Où avez-vous exposé votre Ours d’argent ?

Il sert à ma fille. Elle y accroche ses chouchous dessus.


Vous parliez de Coupe du Monde. Voyez-vous Didier Deschamps comme un metteur en scène ?

C’est une forme de mise en scène, oui. Mais il s’agit surtout d’une mise en improvisation. Il peut avoir des idées, donner des lignes directrices, mais Deschamps ne peut rien fixer. Il met en condition ses joueurs pour qu’ils improvisent le mieux possible.
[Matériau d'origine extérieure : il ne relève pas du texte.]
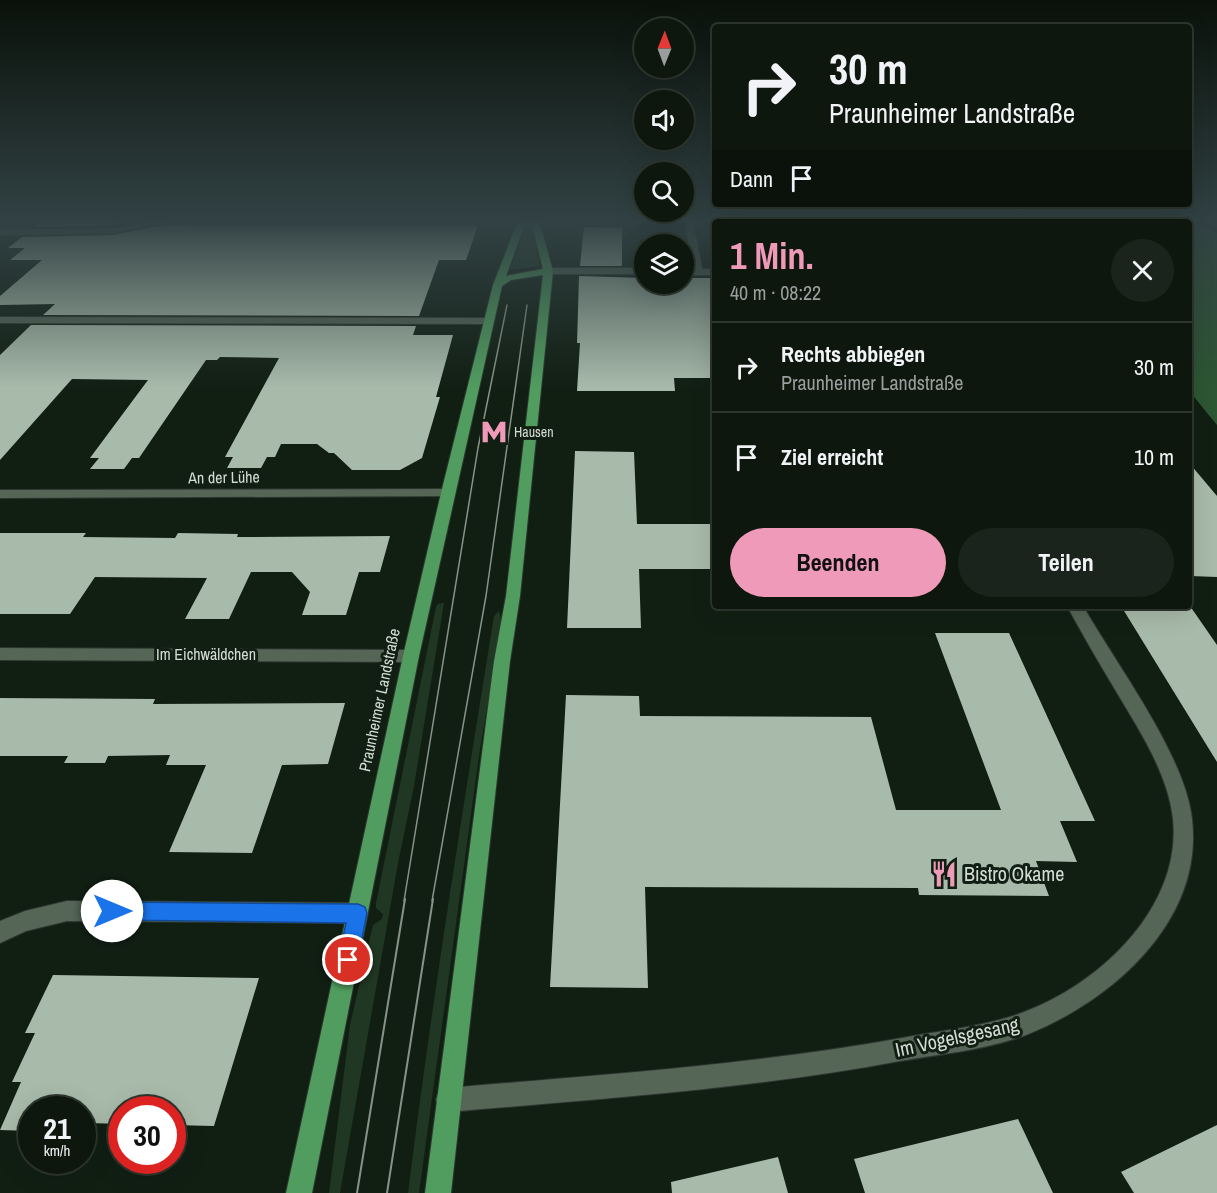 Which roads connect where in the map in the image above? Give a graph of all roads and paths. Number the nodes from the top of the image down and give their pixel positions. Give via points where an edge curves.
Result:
1 (501, 277) edge
2 (516, 277) edge
3 (547, 277) edge
4 (498, 285) junction
5 (0, 320) edge
6 (489, 321) junction
7 (448, 493) junction
8 (0, 494) edge
9 (1077, 609) edge
10 (0, 654) edge
11 (411, 656) junction
12 (358, 913) junction
13 (0, 933) edge
14 (448, 1100) junction
15 (299, 1193) edge
16 (438, 1193) edge

1 - 4 main road, Praunheimer Landstraße
2 - 4 main road
3 - 14 main road via 513,596
4 - 6 main road, Praunheimer Landstraße
5 - 6 street
6 - 7 main road, Praunheimer Landstraße
7 - 8 street, An der Lühe
7 - 11 main road, Praunheimer Landstraße
9 - 14 street, Im Vogelsgesang via 1151,736 1175,786 1183,823 1180,866 1167,906 1138,947 1109,976 1039,1018 1007,1029 888,1052 784,1068
10 - 11 street, Im Eichwäldchen
11 - 12 main road, Praunheimer Landstraße
12 - 13 street via 67,911 25,921
12 - 15 main road, Praunheimer Landstraße
14 - 16 main road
“Qui est bon tous les matins en se levant ? Qui est performant tous les jours ? Personne.”

Vous comprenez…

Pardon de vous couper, mais ce que je ne comprends absolument pas, c’est comment, au moindre échec, on les tue tous. On ne pardonne rien aux champions. Ils ont mis des années à un atteindre un certain niveau et s’ils se loupent, ce ne sont que des grosses merdes. Qui est bon tous les matins en se levant ? Qui est performant tous les jours ? Personne.


Pour les sportifs, la reconversion est toujours une étape difficile à gérer. Pensez-vous à l’après ?

Beaucoup. Quand vous êtes une vedette, ralentir le moteur, le refroidir, ça se fait sur des années. Car la comédie, c’est une drogue. Si demain j’arrête, le plateau me manquera. Et en même temps, je veux le préparer. C’est un boulot. Et ce spectacle participe de ce travail-là, du moment où j’aurai fait mon chemin.


Et jusqu’à présent, votre chemin est cohérent…

Même les films qui ne font plus monter au plafond, je savais pourquoi je les faisais. Je ne regrette rien. Après s’il faut tricher à faire des films, s’il faut tricher pour en parler en promo, c’est au-delà de mes forces. Je préfère ne rien faire et rester allongé sur mon canapé. Je ne suis pas prêt à faire des choses pour la thune. C’est une chance inouïe que j’ai eue de tomber là-dedans, de me faire embarquer dans ce métier. Et je ne veux surtout pas la gâcher.